What is needed -
Every entry is to be set down a second time, precisely as written.
Data extract START
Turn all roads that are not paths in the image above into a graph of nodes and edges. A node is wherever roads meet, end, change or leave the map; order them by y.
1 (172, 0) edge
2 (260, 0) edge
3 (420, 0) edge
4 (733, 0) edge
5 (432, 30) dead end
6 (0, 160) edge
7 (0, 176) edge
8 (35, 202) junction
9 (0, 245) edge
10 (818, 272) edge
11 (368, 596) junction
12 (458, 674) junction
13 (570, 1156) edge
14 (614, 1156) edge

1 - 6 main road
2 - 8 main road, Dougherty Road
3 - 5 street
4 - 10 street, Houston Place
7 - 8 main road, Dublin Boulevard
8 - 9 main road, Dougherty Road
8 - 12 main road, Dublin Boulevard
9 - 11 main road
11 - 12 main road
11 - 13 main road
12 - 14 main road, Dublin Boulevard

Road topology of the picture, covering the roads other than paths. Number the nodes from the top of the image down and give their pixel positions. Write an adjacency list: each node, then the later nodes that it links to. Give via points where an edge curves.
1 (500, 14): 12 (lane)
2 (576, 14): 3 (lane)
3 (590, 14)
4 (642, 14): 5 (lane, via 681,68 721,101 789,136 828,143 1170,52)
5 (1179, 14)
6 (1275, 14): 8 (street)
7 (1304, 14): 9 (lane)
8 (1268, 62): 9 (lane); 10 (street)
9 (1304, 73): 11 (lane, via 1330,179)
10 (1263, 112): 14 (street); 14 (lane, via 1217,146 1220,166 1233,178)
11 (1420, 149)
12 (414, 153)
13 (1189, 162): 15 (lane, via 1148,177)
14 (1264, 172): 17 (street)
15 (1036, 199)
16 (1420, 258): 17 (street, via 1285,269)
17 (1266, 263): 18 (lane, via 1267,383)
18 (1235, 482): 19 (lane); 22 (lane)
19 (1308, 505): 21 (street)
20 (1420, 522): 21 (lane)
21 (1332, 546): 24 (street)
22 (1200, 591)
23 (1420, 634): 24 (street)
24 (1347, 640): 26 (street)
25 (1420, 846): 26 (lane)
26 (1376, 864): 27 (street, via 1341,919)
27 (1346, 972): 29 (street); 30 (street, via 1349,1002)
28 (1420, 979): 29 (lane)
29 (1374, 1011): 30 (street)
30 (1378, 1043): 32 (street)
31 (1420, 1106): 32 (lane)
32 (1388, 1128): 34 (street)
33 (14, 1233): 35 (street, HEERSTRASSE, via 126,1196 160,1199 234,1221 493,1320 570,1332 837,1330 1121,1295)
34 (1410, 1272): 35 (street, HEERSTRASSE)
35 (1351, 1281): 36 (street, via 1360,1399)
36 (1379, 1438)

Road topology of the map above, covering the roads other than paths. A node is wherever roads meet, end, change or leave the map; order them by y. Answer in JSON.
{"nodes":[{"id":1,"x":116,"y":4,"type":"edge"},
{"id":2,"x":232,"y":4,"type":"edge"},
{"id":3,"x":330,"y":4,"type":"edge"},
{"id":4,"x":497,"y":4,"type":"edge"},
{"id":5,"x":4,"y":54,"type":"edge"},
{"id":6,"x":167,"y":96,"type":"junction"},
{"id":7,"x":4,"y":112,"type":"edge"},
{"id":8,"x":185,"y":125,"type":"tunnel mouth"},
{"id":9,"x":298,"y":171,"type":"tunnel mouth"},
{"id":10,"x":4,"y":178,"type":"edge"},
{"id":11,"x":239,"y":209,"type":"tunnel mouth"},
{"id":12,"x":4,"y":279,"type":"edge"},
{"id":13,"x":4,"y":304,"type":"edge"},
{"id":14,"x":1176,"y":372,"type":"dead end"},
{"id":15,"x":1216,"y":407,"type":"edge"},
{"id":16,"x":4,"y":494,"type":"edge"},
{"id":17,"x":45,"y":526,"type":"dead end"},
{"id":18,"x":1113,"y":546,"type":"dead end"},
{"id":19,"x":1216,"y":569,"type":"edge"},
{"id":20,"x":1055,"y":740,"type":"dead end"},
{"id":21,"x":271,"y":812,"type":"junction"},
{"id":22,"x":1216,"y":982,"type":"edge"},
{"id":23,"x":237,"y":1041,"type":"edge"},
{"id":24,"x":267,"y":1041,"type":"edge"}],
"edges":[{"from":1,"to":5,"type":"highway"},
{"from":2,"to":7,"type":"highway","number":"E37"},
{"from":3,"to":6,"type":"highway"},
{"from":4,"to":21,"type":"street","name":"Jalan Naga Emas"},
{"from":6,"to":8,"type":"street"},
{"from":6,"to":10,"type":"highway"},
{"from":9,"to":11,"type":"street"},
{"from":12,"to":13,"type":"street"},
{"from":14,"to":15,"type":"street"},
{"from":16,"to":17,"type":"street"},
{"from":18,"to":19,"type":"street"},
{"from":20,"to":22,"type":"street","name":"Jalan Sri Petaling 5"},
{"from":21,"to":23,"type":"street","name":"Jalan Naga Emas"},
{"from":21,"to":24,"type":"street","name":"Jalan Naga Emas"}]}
Data extract END
Answer to this task -
Turn all roads that are not paths in the image above into a graph of nodes and edges. A node is wherever roads meet, end, change or leave the map; order them by y.
1 (172, 0) edge
2 (260, 0) edge
3 (420, 0) edge
4 (733, 0) edge
5 (432, 30) dead end
6 (0, 160) edge
7 (0, 176) edge
8 (35, 202) junction
9 (0, 245) edge
10 (818, 272) edge
11 (368, 596) junction
12 (458, 674) junction
13 (570, 1156) edge
14 (614, 1156) edge

1 - 6 main road
2 - 8 main road, Dougherty Road
3 - 5 street
4 - 10 street, Houston Place
7 - 8 main road, Dublin Boulevard
8 - 9 main road, Dougherty Road
8 - 12 main road, Dublin Boulevard
9 - 11 main road
11 - 12 main road
11 - 13 main road
12 - 14 main road, Dublin Boulevard

Road topology of the picture, covering the roads other than paths. Number the nodes from the top of the image down and give their pixel positions. Write an adjacency list: each node, then the later nodes that it links to. Give via points where an edge curves.
1 (500, 14): 12 (lane)
2 (576, 14): 3 (lane)
3 (590, 14)
4 (642, 14): 5 (lane, via 681,68 721,101 789,136 828,143 1170,52)
5 (1179, 14)
6 (1275, 14): 8 (street)
7 (1304, 14): 9 (lane)
8 (1268, 62): 9 (lane); 10 (street)
9 (1304, 73): 11 (lane, via 1330,179)
10 (1263, 112): 14 (street); 14 (lane, via 1217,146 1220,166 1233,178)
11 (1420, 149)
12 (414, 153)
13 (1189, 162): 15 (lane, via 1148,177)
14 (1264, 172): 17 (street)
15 (1036, 199)
16 (1420, 258): 17 (street, via 1285,269)
17 (1266, 263): 18 (lane, via 1267,383)
18 (1235, 482): 19 (lane); 22 (lane)
19 (1308, 505): 21 (street)
20 (1420, 522): 21 (lane)
21 (1332, 546): 24 (street)
22 (1200, 591)
23 (1420, 634): 24 (street)
24 (1347, 640): 26 (street)
25 (1420, 846): 26 (lane)
26 (1376, 864): 27 (street, via 1341,919)
27 (1346, 972): 29 (street); 30 (street, via 1349,1002)
28 (1420, 979): 29 (lane)
29 (1374, 1011): 30 (street)
30 (1378, 1043): 32 (street)
31 (1420, 1106): 32 (lane)
32 (1388, 1128): 34 (street)
33 (14, 1233): 35 (street, HEERSTRASSE, via 126,1196 160,1199 234,1221 493,1320 570,1332 837,1330 1121,1295)
34 (1410, 1272): 35 (street, HEERSTRASSE)
35 (1351, 1281): 36 (street, via 1360,1399)
36 (1379, 1438)

Road topology of the map above, covering the roads other than paths. A node is wherever roads meet, end, change or leave the map; order them by y. Answer in JSON.
{"nodes":[{"id":1,"x":116,"y":4,"type":"edge"},
{"id":2,"x":232,"y":4,"type":"edge"},
{"id":3,"x":330,"y":4,"type":"edge"},
{"id":4,"x":497,"y":4,"type":"edge"},
{"id":5,"x":4,"y":54,"type":"edge"},
{"id":6,"x":167,"y":96,"type":"junction"},
{"id":7,"x":4,"y":112,"type":"edge"},
{"id":8,"x":185,"y":125,"type":"tunnel mouth"},
{"id":9,"x":298,"y":171,"type":"tunnel mouth"},
{"id":10,"x":4,"y":178,"type":"edge"},
{"id":11,"x":239,"y":209,"type":"tunnel mouth"},
{"id":12,"x":4,"y":279,"type":"edge"},
{"id":13,"x":4,"y":304,"type":"edge"},
{"id":14,"x":1176,"y":372,"type":"dead end"},
{"id":15,"x":1216,"y":407,"type":"edge"},
{"id":16,"x":4,"y":494,"type":"edge"},
{"id":17,"x":45,"y":526,"type":"dead end"},
{"id":18,"x":1113,"y":546,"type":"dead end"},
{"id":19,"x":1216,"y":569,"type":"edge"},
{"id":20,"x":1055,"y":740,"type":"dead end"},
{"id":21,"x":271,"y":812,"type":"junction"},
{"id":22,"x":1216,"y":982,"type":"edge"},
{"id":23,"x":237,"y":1041,"type":"edge"},
{"id":24,"x":267,"y":1041,"type":"edge"}],
"edges":[{"from":1,"to":5,"type":"highway"},
{"from":2,"to":7,"type":"highway","number":"E37"},
{"from":3,"to":6,"type":"highway"},
{"from":4,"to":21,"type":"street","name":"Jalan Naga Emas"},
{"from":6,"to":8,"type":"street"},
{"from":6,"to":10,"type":"highway"},
{"from":9,"to":11,"type":"street"},
{"from":12,"to":13,"type":"street"},
{"from":14,"to":15,"type":"street"},
{"from":16,"to":17,"type":"street"},
{"from":18,"to":19,"type":"street"},
{"from":20,"to":22,"type":"street","name":"Jalan Sri Petaling 5"},
{"from":21,"to":23,"type":"street","name":"Jalan Naga Emas"},
{"from":21,"to":24,"type":"street","name":"Jalan Naga Emas"}]}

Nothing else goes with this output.